- read

A notification architecture for social networks — send millions of notifications per day

cloudeasyclub 17

Notifications are the lifeblood of all mobile applications. If a non-popular app stops sending notifications, people tend to forget it’s even installed on their phones. In most cases, the type of notifications sent by the apps fall under two different categories -

  • Transactional notifications — To update you about some event/action associated with your account. To give you a few examples — When someone follows you on Twitter, you receive a notification. When you order food online, you keep receiving notifications about the order update. When you book a cab, you keep receiving notifications about the booking status. These are all transactional notifications
  • Promotional notifications — To update you about the latest offers/contests/marketing campaigns run by the app to promote sales/time spent on the app or move other metrics.

In most cases, the number of transactional notifications is limited in nature. Every product feature or flow approximately has 1–5 notifications, and only a handful of product flows are used 80% of the time by the user.
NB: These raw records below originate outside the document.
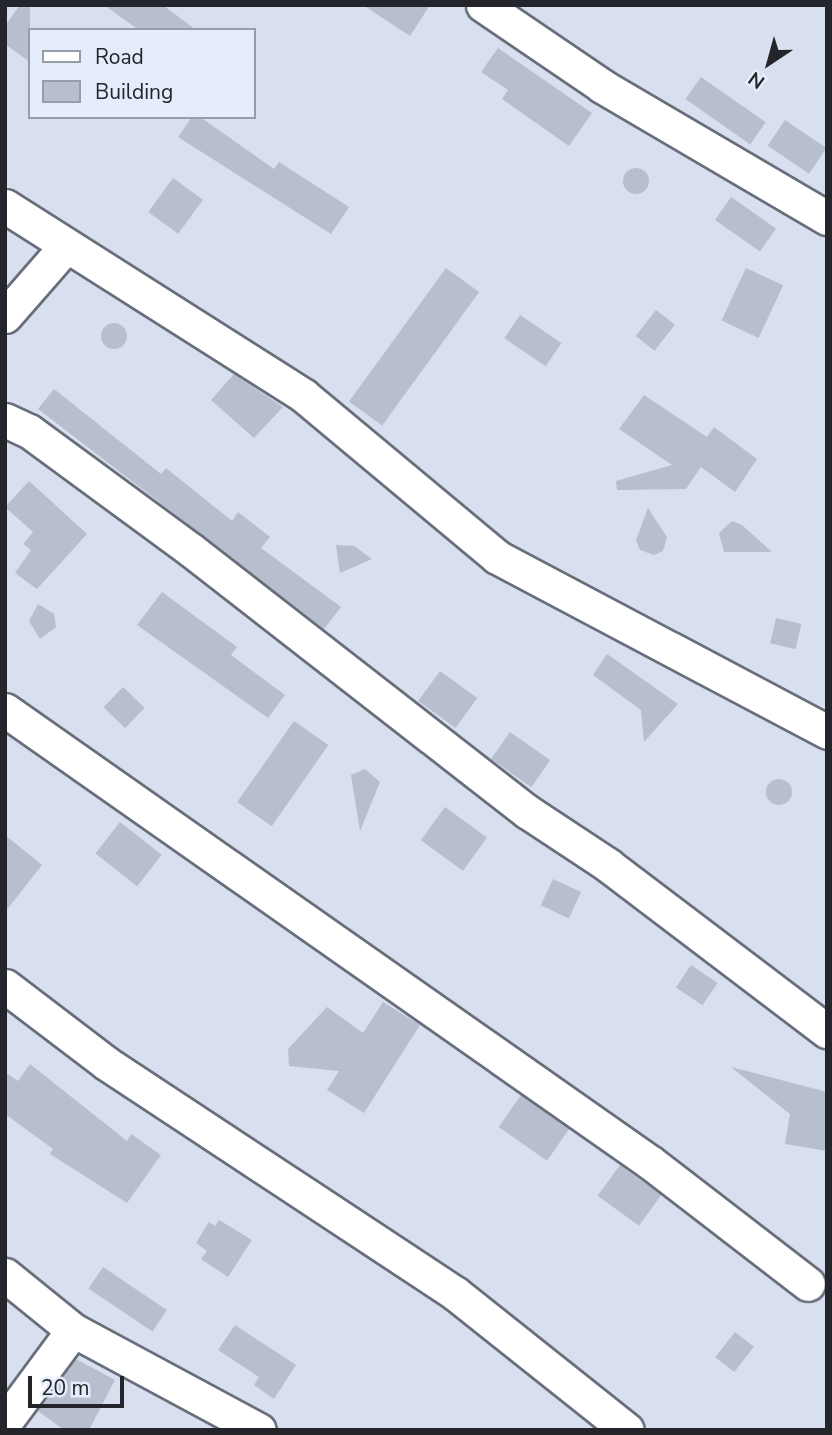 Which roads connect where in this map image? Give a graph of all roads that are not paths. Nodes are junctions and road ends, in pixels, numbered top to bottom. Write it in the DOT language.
graph roads {
  1 [pos="483,5"];
  2 [pos="5,206"];
  3 [pos="827,218"];
  4 [pos="66,246"];
  5 [pos="5,316"];
  6 [pos="5,420"];
  7 [pos="5,710"];
  8 [pos="827,732"];
  9 [pos="5,986"];
  10 [pos="827,1031"];
  11 [pos="5,1275"];
  12 [pos="808,1284"];
  13 [pos="74,1330"];
  14 [pos="5,1422"];
  15 [pos="249,1427"];
  16 [pos="627,1430"];
  1 -- 3 [label="street"];
  2 -- 4 [label="street"];
  4 -- 5 [label="street"];
  4 -- 8 [label="street"];
  6 -- 10 [label="street"];
  7 -- 12 [label="street"];
  9 -- 16 [label="street"];
  11 -- 13 [label="street"];
  13 -- 14 [label="street"];
  13 -- 15 [label="street"];
} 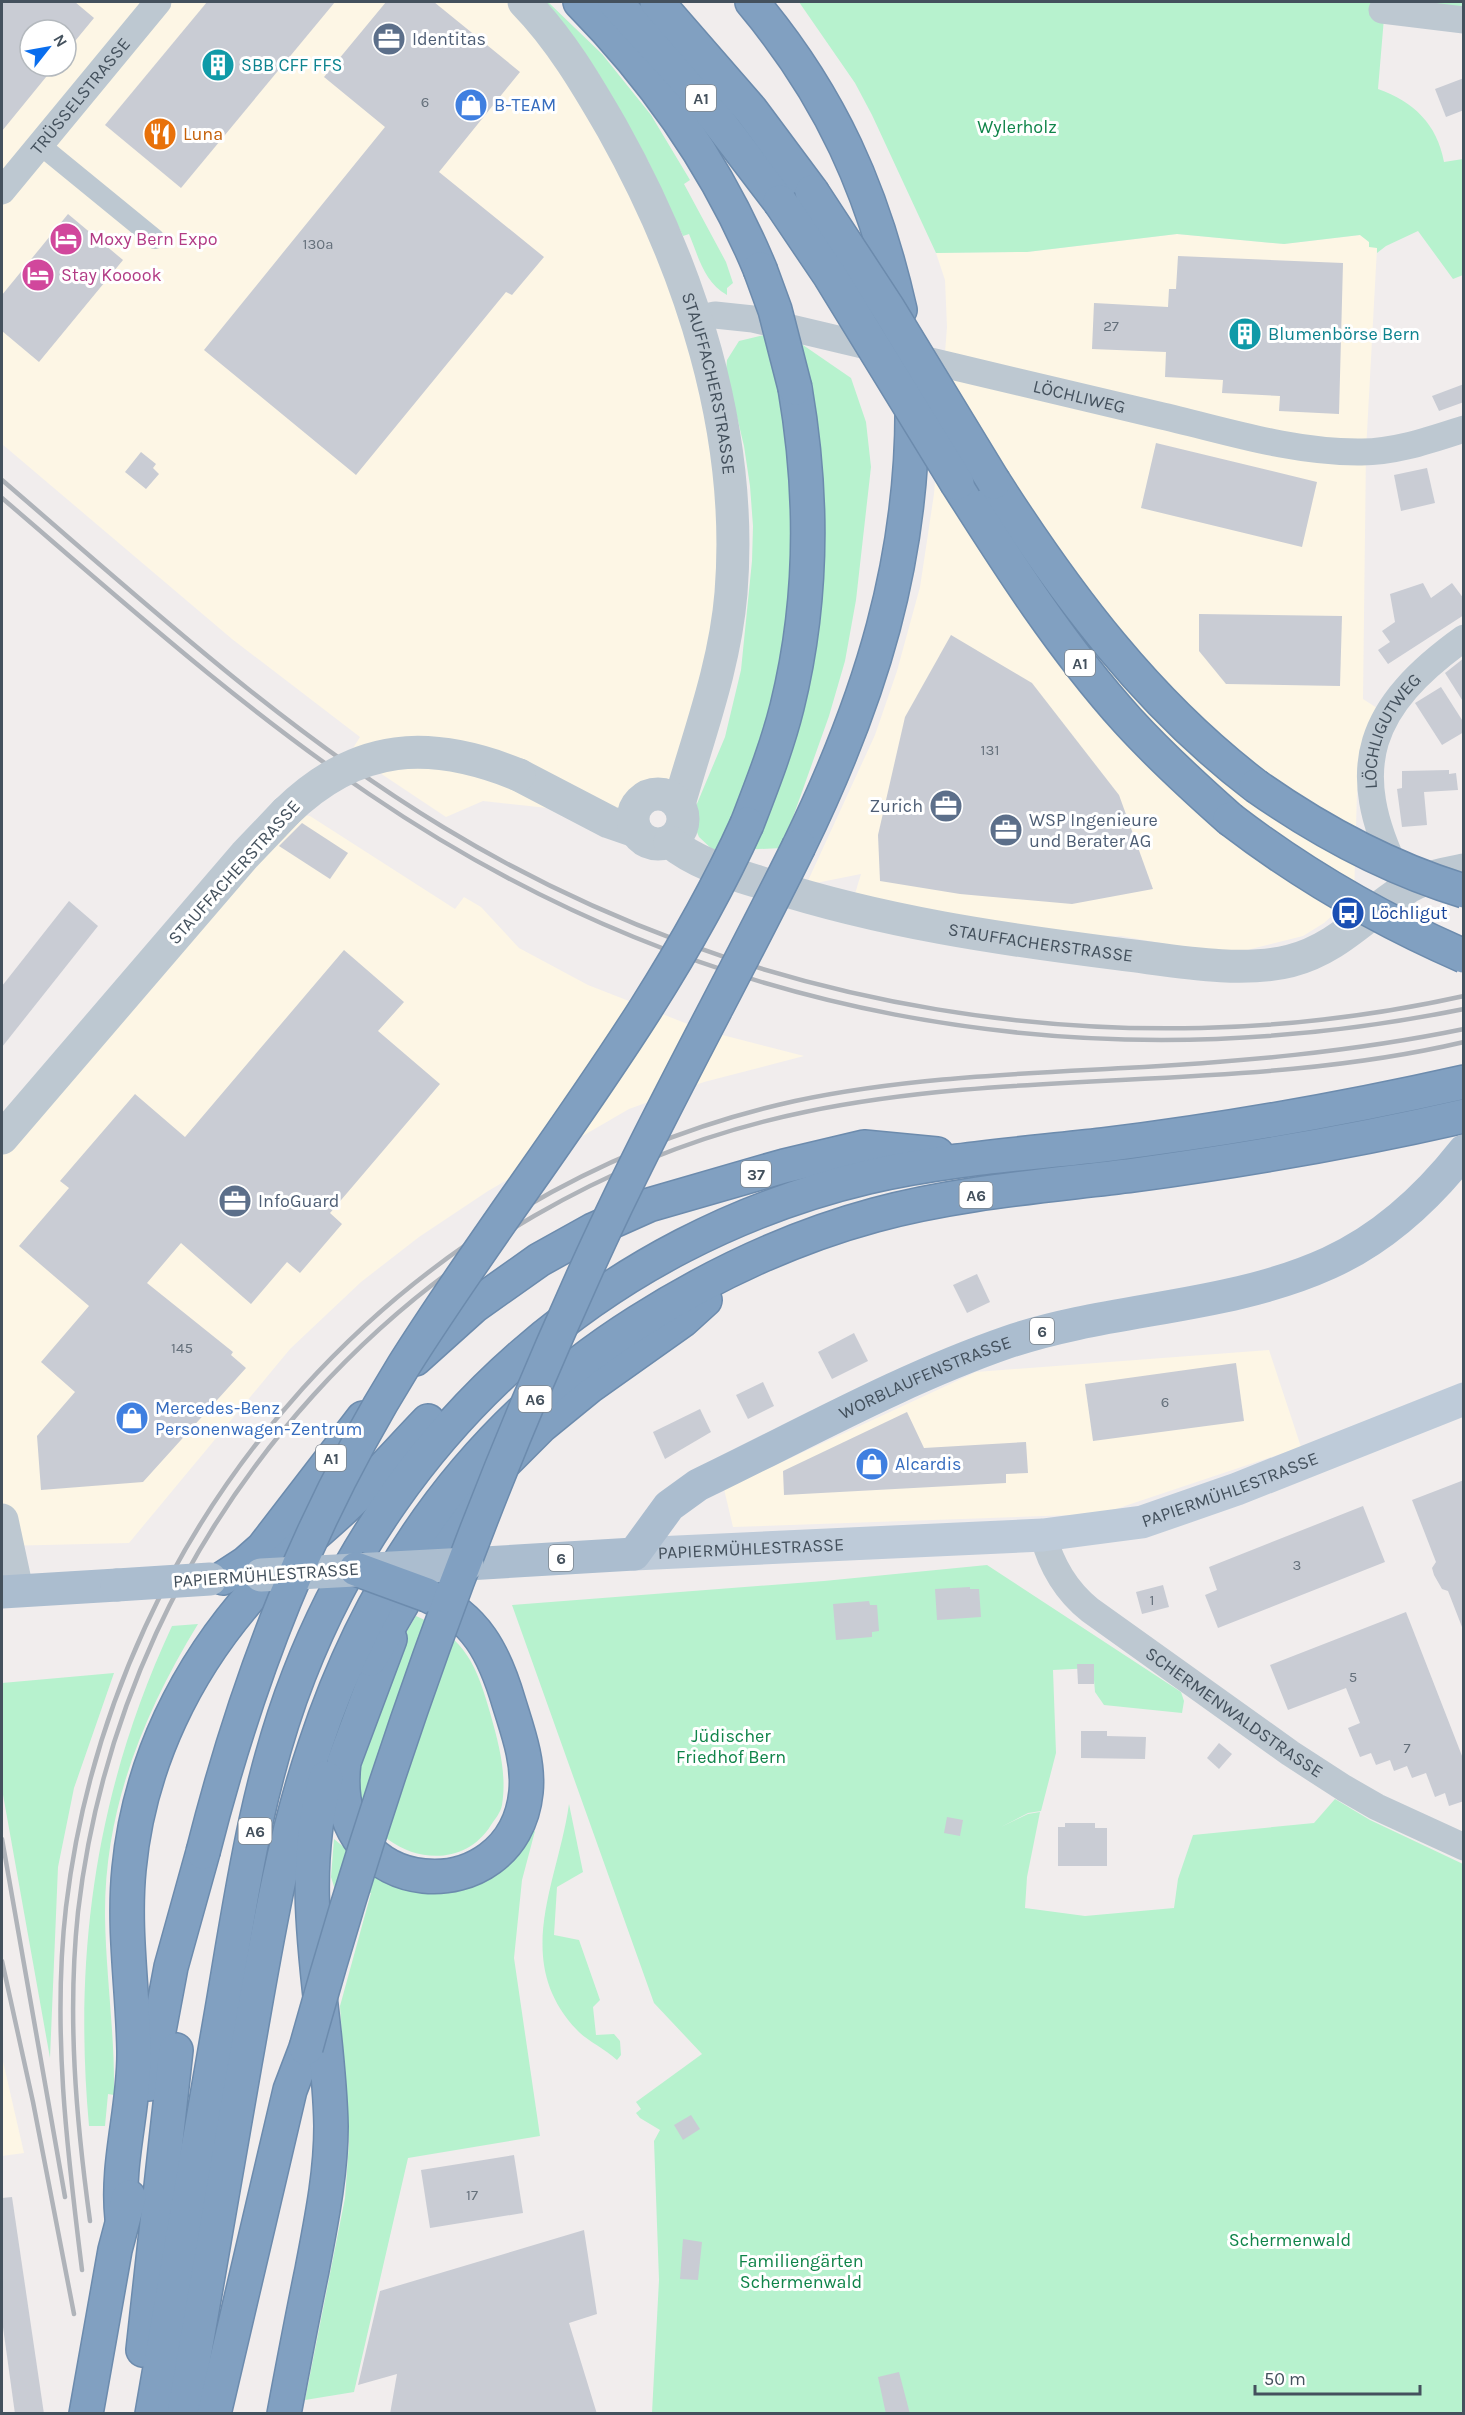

Mobile apps often send you more promotional notifications than transactional notifications. But, there are a few exceptions to this pattern, and those exceptions are Social networks and messaging applications.

For social networks and messaging applications, the number of transactional notifications is dependent on variable factors such as -

  • Number of daily active users (DAU)
  • Number of connections built on the network
  • Activity per connection (you have a few friends you text a lot)
  • Your prominence on the network — People with more visibility tend to receive more activity and hence more notifications.
  • Content creation behavior — For example, the number of tweets per account is high compared to Instagram posts per account.

I am sure I missed a few points, but you get the gist. The number of notifications isn’t really in control of the organization as they are dependent on user behavior. Companies use different techniques and provide tools to their top influencers to limit the distraction (by restricting the notifications), but even with that, the number of notifications sent (or generated/updated) is relatively high.

This brings us to the question — How to design a notification sending architecture for social networks?

I had a similar challenge while designing the notification sending architecture for Leher App. It’s a community-based audio/video first social network(similar to Clubhouse, but much older and with many more functionalities). Our primary audience is people in India’s tier 2/ tier 3 cities. At the time of writing this article, we deliver millions of notifications per day! The following functionalities generate these notifications -

  • Direct messages — When User A sends a message to User B
  • Club messages — Leher is a community-first social network. Think of a club like a WhatsApp group but with no limit on the number of members. We have numerous clubs above 10k+ members, and the admins can broadcast messages to all of them.
  • Live audio/video rooms — A large part of the communication on the platform is done through live audio/video rooms (similar to Clubhouse and Twitter spaces), and a lot of notifications are sent because of them.
  • Networking notifications — when someone follows your account or when someone joins your community etc
  • Payment notifications — We have two different types of virtual currency on the platform with the ability of P2P transfer between users. All those flows have a lot of notifications associated with them (for example — Payment successful, failed, etc.)
  • Daily games scheduled notifications — Daily scratch cards, user streaks, etc. These are sent to all the active users of the platform.
  • Promotional notifications — Earlier, we used to leverage third-party tools like Clevertap, etc., for sending promotional notifications. But they became costly for us with scale, and we have started leveraging our transactional notification delivery system for these promotional notifications.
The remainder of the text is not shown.